··· The records ···
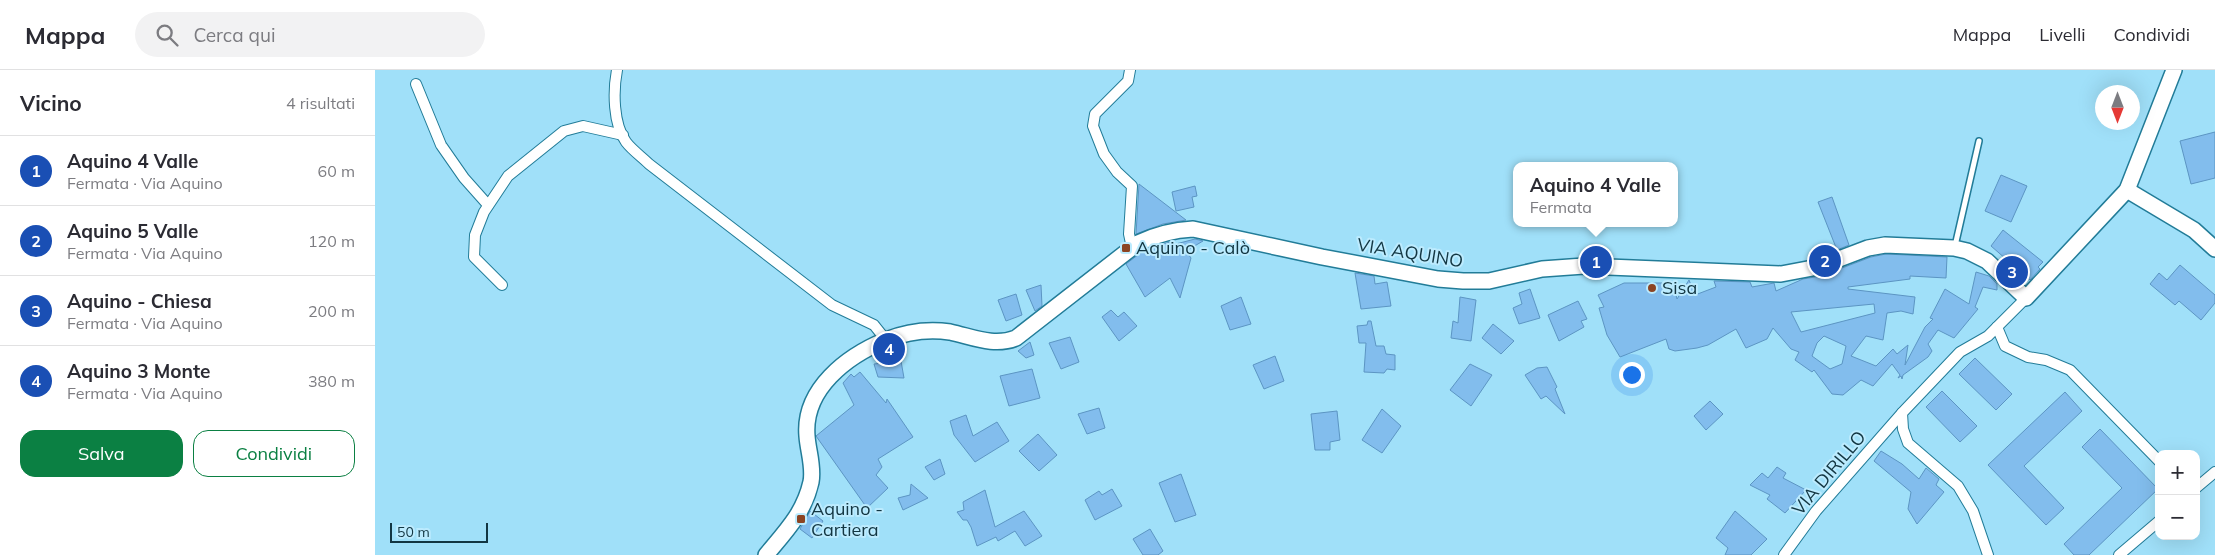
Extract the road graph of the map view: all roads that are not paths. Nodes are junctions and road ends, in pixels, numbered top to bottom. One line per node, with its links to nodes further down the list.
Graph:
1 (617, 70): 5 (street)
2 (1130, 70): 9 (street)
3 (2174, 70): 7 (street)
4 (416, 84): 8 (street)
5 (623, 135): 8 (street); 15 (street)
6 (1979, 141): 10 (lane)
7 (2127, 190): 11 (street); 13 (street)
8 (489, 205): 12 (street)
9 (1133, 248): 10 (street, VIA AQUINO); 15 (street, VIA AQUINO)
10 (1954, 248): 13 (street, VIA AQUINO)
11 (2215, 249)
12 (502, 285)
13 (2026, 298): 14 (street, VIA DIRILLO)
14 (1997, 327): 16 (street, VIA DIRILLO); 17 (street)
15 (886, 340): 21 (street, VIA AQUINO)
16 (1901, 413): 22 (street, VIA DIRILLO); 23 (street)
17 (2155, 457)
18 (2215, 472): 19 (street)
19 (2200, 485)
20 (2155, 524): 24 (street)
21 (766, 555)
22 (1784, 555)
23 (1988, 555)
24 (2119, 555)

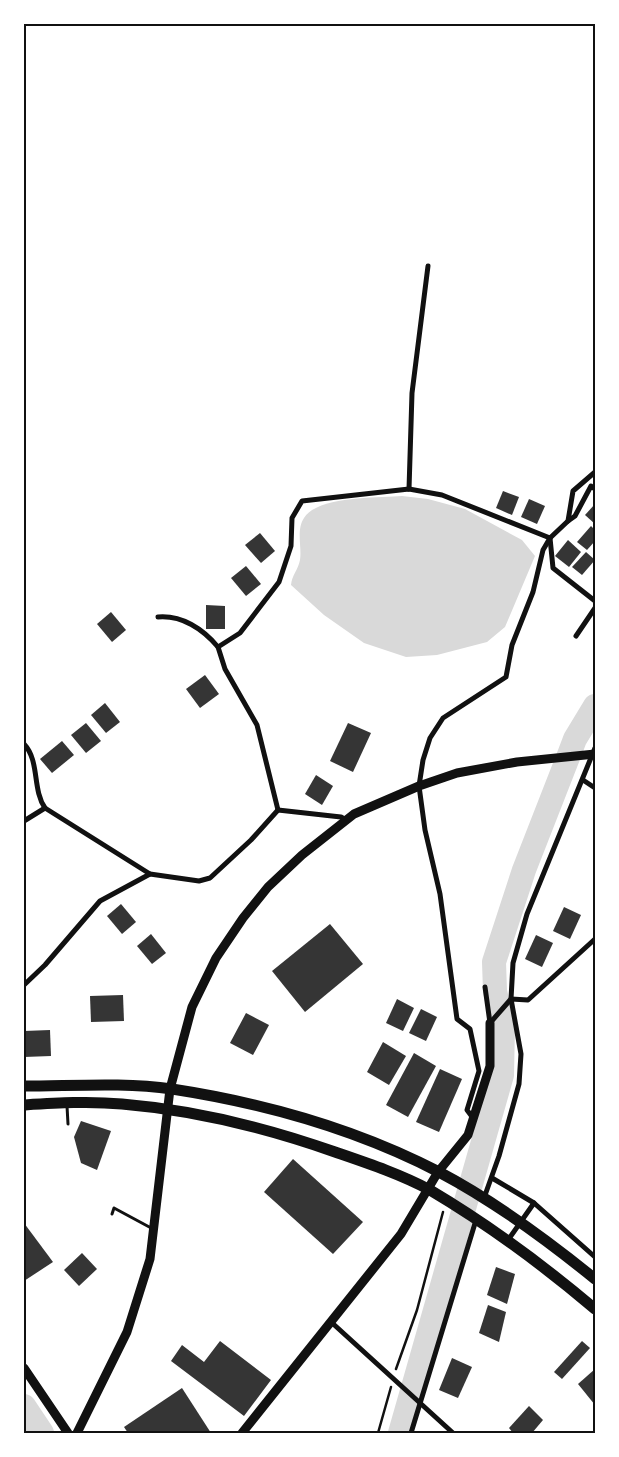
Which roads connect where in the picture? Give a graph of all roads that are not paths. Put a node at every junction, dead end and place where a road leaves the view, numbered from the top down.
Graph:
···
··· The records ···
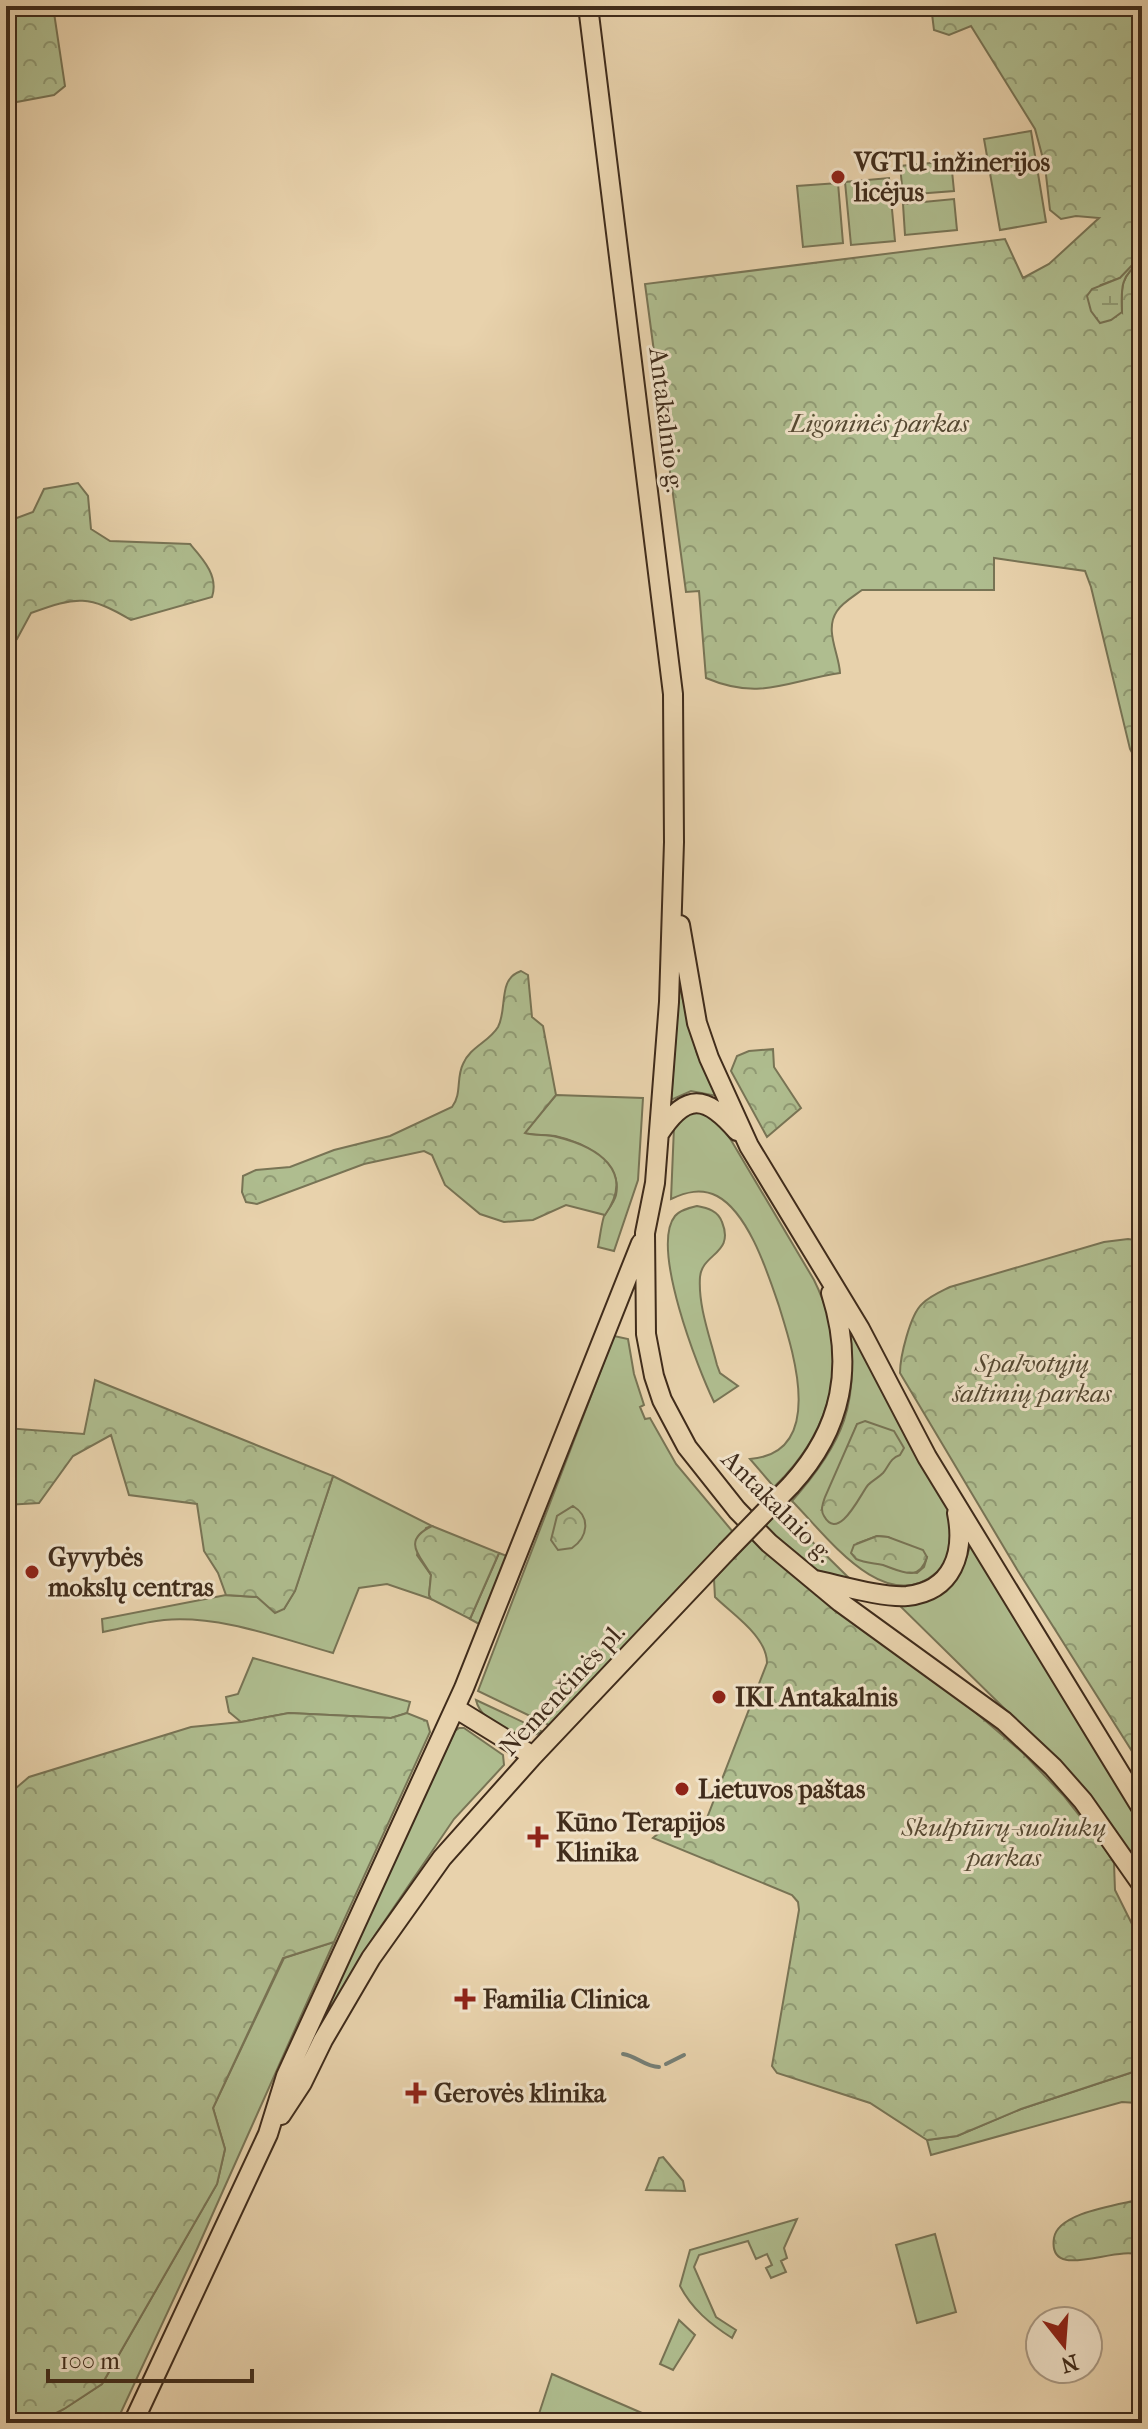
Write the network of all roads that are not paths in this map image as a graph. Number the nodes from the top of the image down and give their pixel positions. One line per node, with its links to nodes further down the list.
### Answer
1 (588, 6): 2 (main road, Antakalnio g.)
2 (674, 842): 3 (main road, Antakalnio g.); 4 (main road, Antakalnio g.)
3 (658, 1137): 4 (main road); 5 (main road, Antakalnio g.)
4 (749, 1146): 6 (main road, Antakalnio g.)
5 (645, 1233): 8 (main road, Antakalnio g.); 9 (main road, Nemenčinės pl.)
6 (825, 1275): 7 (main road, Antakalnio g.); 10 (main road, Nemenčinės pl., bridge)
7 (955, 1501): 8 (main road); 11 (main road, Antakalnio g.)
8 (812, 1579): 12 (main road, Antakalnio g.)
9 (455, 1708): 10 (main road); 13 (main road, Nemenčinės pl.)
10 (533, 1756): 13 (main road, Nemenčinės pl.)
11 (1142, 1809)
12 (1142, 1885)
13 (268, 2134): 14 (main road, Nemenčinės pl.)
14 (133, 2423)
···
**Description of the task**
Using the data above, return each line that includes the word "from".

**Exercise response**
Which roads connect where in the picture? Give a graph of all roads that are not paths. Put a node at every junction, dead end and place where a road leaves the view, numbered from the top down.
Write the network of all roads that are not paths in this map image as a graph. Number the nodes from the top of the image down and give their pixel positions. One line per node, with its links to nodes further down the list.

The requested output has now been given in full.